VenclextaTM (ven-KLEKS-tuh)

(venetoclax)

tablets

What is the most important information I should know about Venclexta?

Venclexta can cause serious side effects, including:

Tumor lysis syndrome (TLS). TLS is caused by the fast breakdown of cancer cells. TLS can cause kidney failure, the need for dialysis treatment, and may lead to death. Your doctor will do tests to check your risk of getting TLS before you start taking Venclexta. You will receive other medicines before starting and during treatment with Venclexta to help reduce your risk of TLS. You may also need to receive intravenous (IV) fluids into your vein. Your doctor will do blood tests in your first 5 weeks of treatment to check you for TLS during treatment with Venclexta. It is important to keep your appointments for blood tests. Tell your doctor right away if you have any symptoms of TLS during treatment with Venclexta, including:

  • fever
  • chills
  • nausea
  • vomiting
  • confusion
  • shortness of breath
  • seizures
  • irregular heartbeat
  • dark or cloudy urine
  • unusual tiredness
  • muscle or joint pain

Drink plenty of water when taking Venclexta to help reduce your risk of getting TLS. Drink 6 to 8 glasses (about 56 ounces total) of water each day, starting 2 days before your first dose, on the day of your first dose of Venclexta, and each time your dose is increased.
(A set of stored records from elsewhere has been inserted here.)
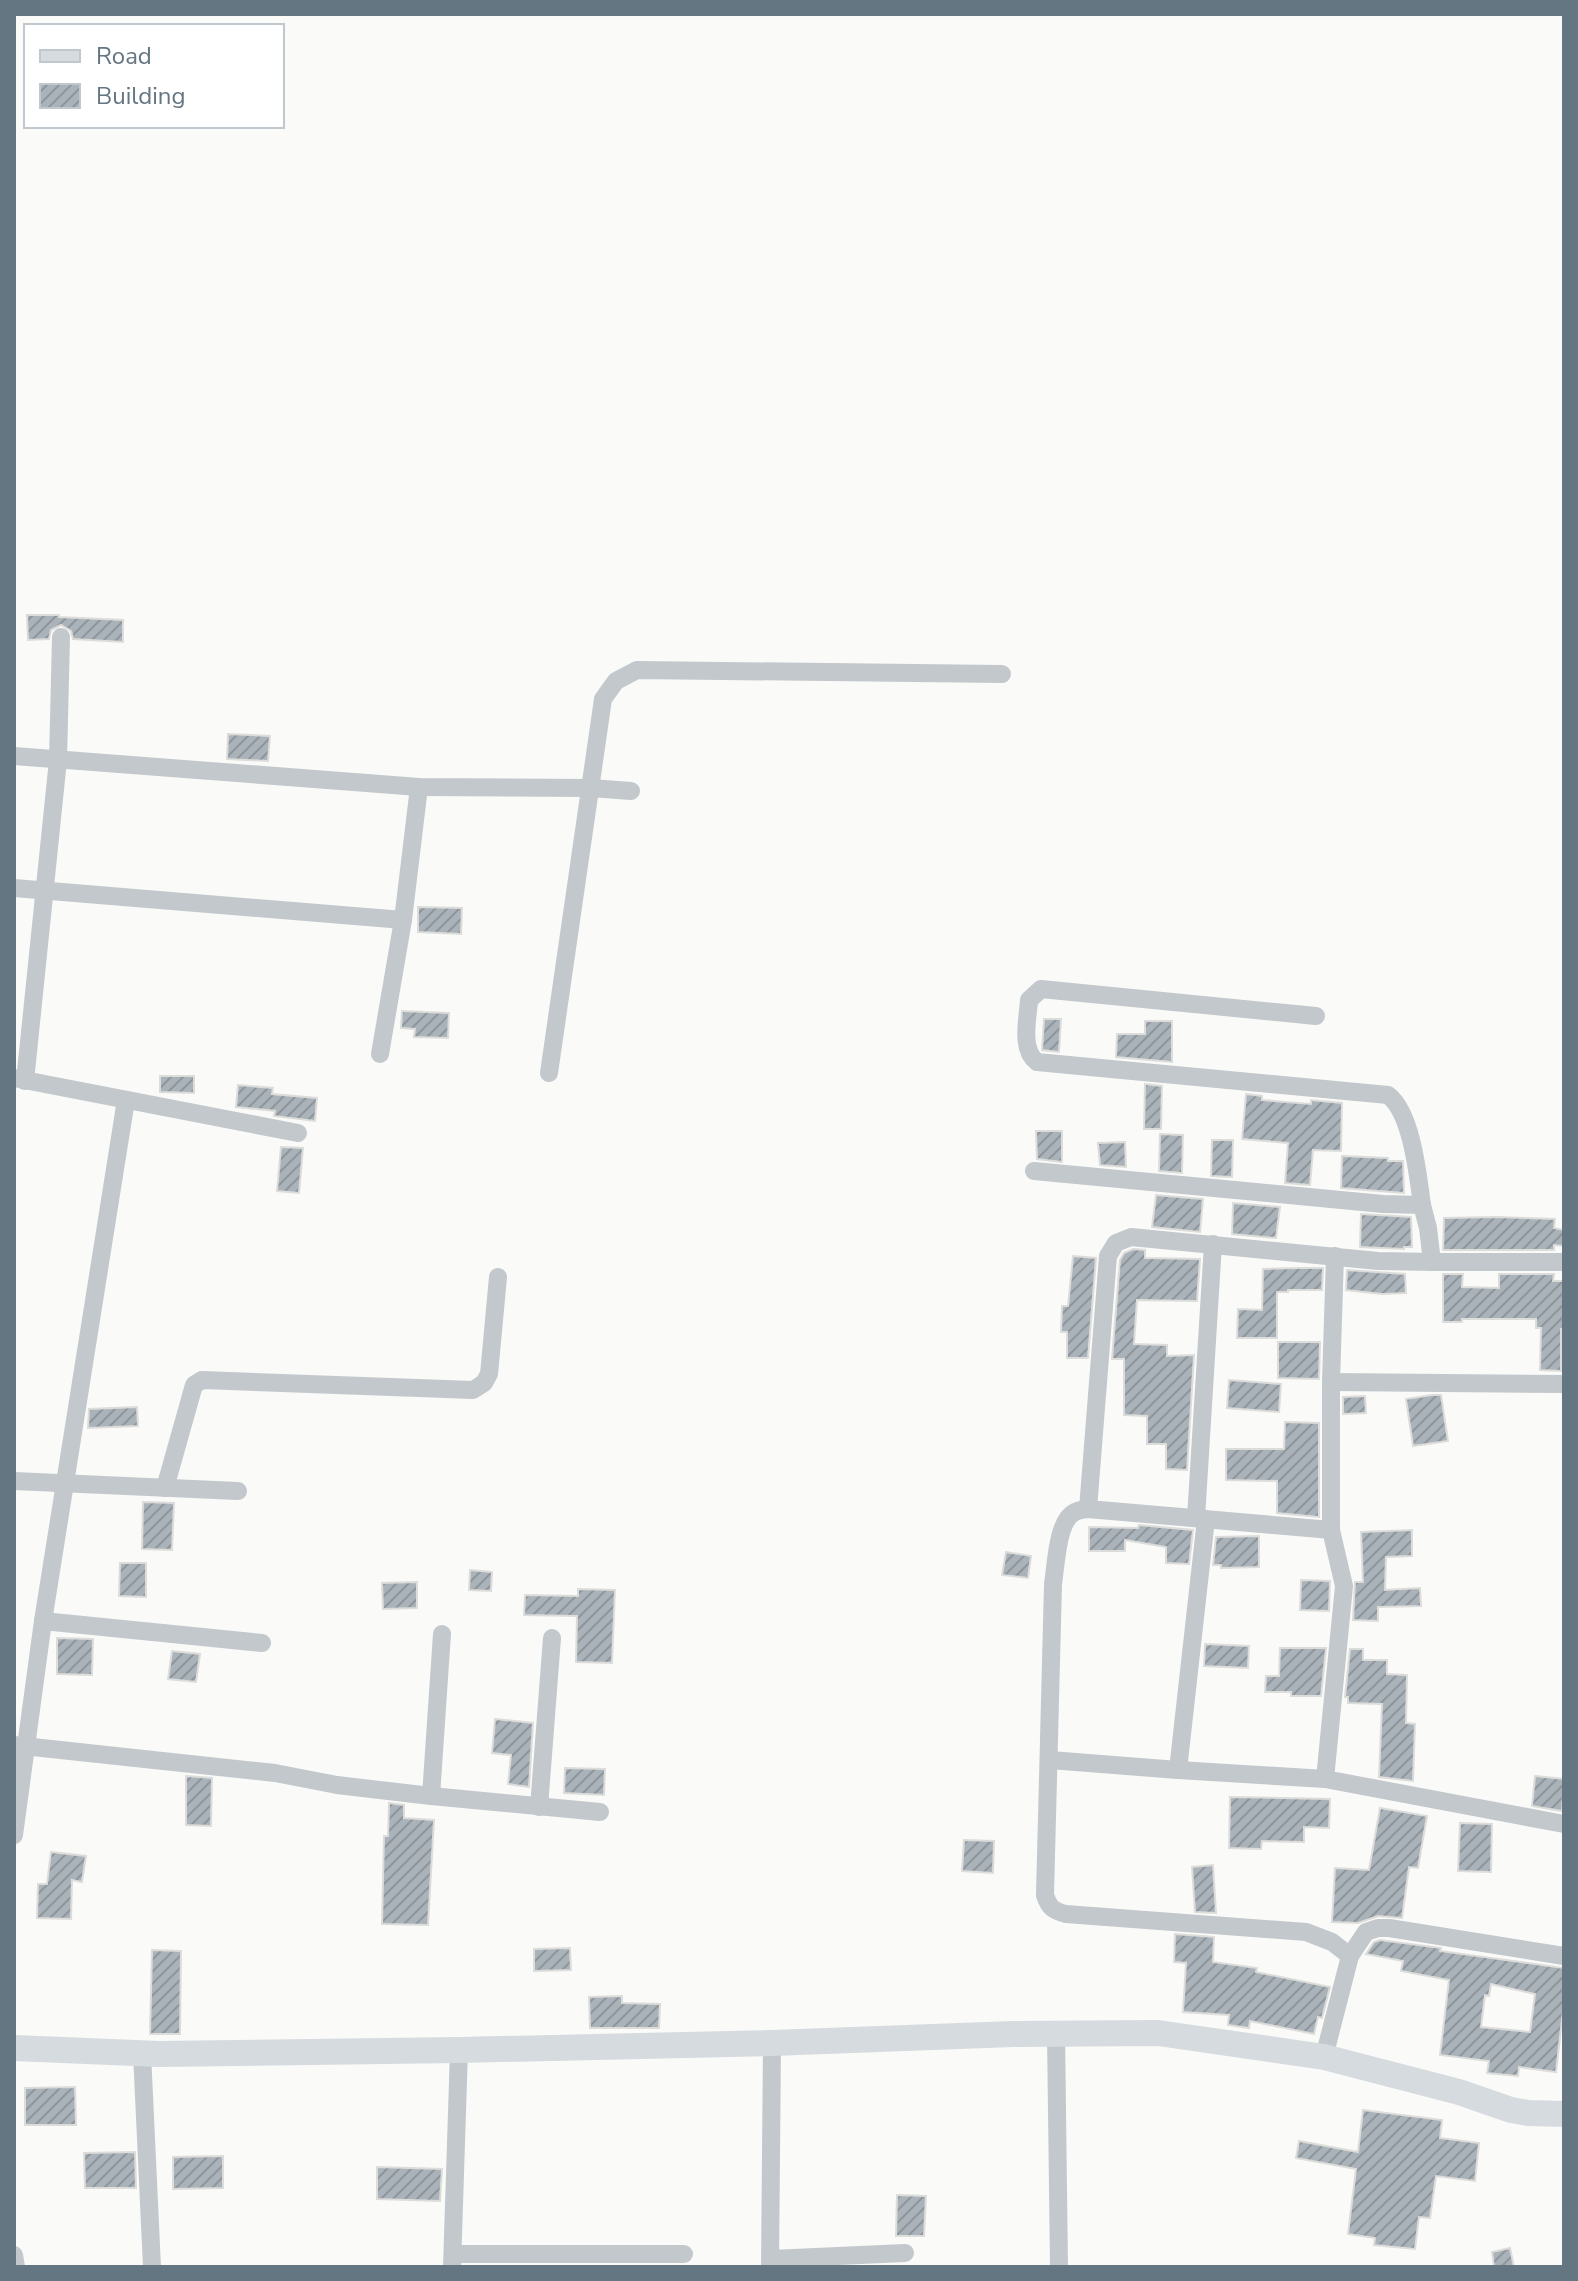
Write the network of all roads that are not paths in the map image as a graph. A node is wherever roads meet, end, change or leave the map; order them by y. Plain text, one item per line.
1 (61, 637) dead end
2 (1002, 674) dead end
3 (14, 756) edge
4 (58, 760) junction
5 (419, 787) junction
6 (590, 788) junction
7 (631, 791) dead end
8 (14, 888) edge
9 (45, 890) junction
10 (403, 920) junction
11 (1316, 1016) dead end
12 (380, 1054) dead end
13 (549, 1073) dead end
14 (20, 1079) edge
15 (126, 1100) junction
16 (298, 1133) dead end
17 (1034, 1171) dead end
18 (1422, 1205) junction
19 (1213, 1244) junction
20 (1335, 1256) junction
21 (1432, 1262) junction
22 (1564, 1262) edge
23 (498, 1277) dead end
24 (1331, 1382) junction
25 (1564, 1384) edge
26 (14, 1481) edge
27 (64, 1485) junction
28 (165, 1488) junction
29 (238, 1491) dead end
30 (1088, 1509) junction
31 (1201, 1519) junction
32 (1331, 1530) junction
33 (43, 1621) junction
34 (442, 1634) dead end
35 (552, 1638) dead end
36 (262, 1643) dead end
37 (20, 1745) edge
38 (1050, 1760) junction
39 (1178, 1770) junction
40 (1325, 1779) junction
41 (431, 1796) junction
42 (539, 1807) junction
43 (600, 1812) dead end
44 (1564, 1824) edge
45 (14, 1835) edge
46 (1350, 1956) junction
47 (1564, 1956) edge
48 (1056, 2033) junction
49 (772, 2043) junction
50 (14, 2048) edge
51 (459, 2050) junction
52 (142, 2053) junction
53 (1324, 2057) junction
54 (1564, 2114) edge
55 (905, 2253) dead end
56 (684, 2254) dead end
57 (14, 2255) edge
58 (452, 2261) edge
59 (770, 2263) edge
60 (16, 2267) edge
61 (152, 2267) edge
62 (1059, 2267) edge

1 - 4 street
2 - 6 street
3 - 4 street
4 - 5 street
4 - 9 street
5 - 6 street
5 - 10 street
6 - 7 street
6 - 13 street
8 - 9 street
9 - 10 street
9 - 14 street
10 - 12 street
11 - 18 street
14 - 15 street
15 - 16 street
15 - 27 street
17 - 18 street
18 - 21 street
19 - 20 street
19 - 30 street
19 - 31 street
20 - 21 street
20 - 24 street
21 - 22 street
23 - 28 street
24 - 25 street
24 - 32 street
26 - 27 street
27 - 28 street
27 - 33 street
28 - 29 street
30 - 31 street
30 - 38 street
31 - 32 street
31 - 39 street
32 - 40 street
33 - 36 street
33 - 37 street
34 - 41 street
35 - 42 street
37 - 41 street
37 - 45 street
38 - 39 street
38 - 46 street
39 - 40 street
40 - 44 street
41 - 42 street
42 - 43 street
46 - 47 street
46 - 53 street
48 - 49 main road
48 - 53 main road
48 - 62 street
49 - 51 main road
49 - 59 street
50 - 52 main road
51 - 52 main road
51 - 58 street
52 - 61 street
53 - 54 main road
55 - 59 street
56 - 58 street
57 - 60 street

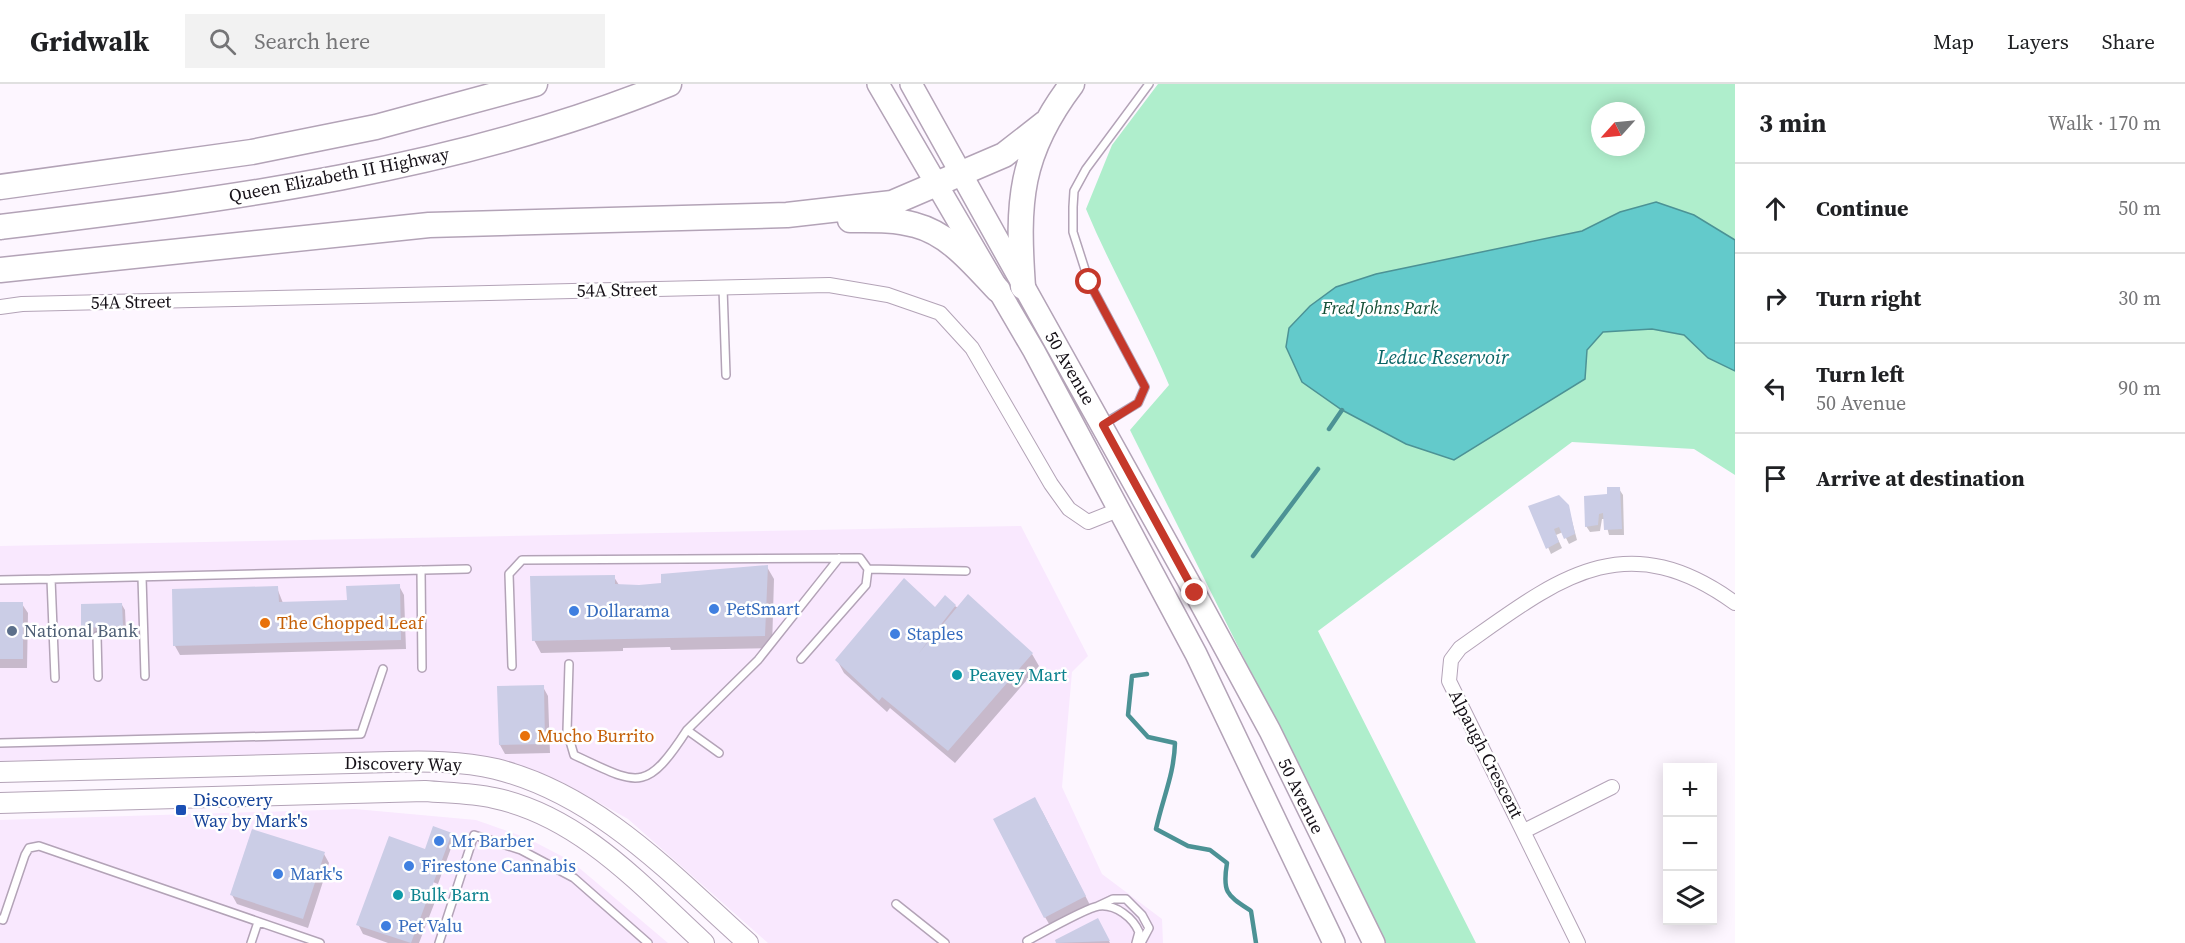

Your doctor may delay, decrease your dose, or stop treatment with Venclexta if you have side effects.

See "What are the possible side effects of Venclexta?" for more information about side effects.

What is Venclexta?

Venclexta is a prescription medicine used to treat people with chronic lymphocytic leukemia (CLL) with 17p deletion, who have received at least one prior treatment.

It is not known if Venclexta is safe and effective in children.

Who should not take Venclexta? Certain medicines must not be taken when you first start taking Venclexta and while your dose is being slowly increased.

  • Tell your doctor about all the medicines you take, including prescription and over-the-counter medicines, vitamins, and herbal supplements. Venclexta and other medicines may affect each other causing serious side effects.
  • Do not start new medicines during treatment with Venclexta without first talking with your doctor.

What should I tell my doctor before taking Venclexta?

Before taking Venclexta, tell your doctor about all of your medical conditions, including if you:

  • have kidney or liver problems
  • have problems with your body salts or electrolytes, such as potassium, phosphorus, or calcium
  • have a history of high uric acid levels in your blood or gout
  • are scheduled to receive a vaccine. You should not receive a “live vaccine” before, during, or after treatment with Venclexta, until your doctor tells you it is okay. If you are not sure about the type of immunization or vaccine, ask your doctor. These vaccines may not be safe or may not work as well during treatment with Venclexta.
  • are pregnant or plan to become pregnant. Venclexta may harm your unborn baby. If you are able to become pregnant, your doctor should do a pregnancy test before you start treatment with Venclexta. Females who are able to become pregnant should use effective birth control during treatment and for 30 days after the last dose of Venclexta. If you become pregnant or think you are pregnant, tell your doctor right away.
  • are breastfeeding or plan to breastfeed. It is not known if Venclexta passes into your breast milk. Do not breastfeed during treatment with Venclexta.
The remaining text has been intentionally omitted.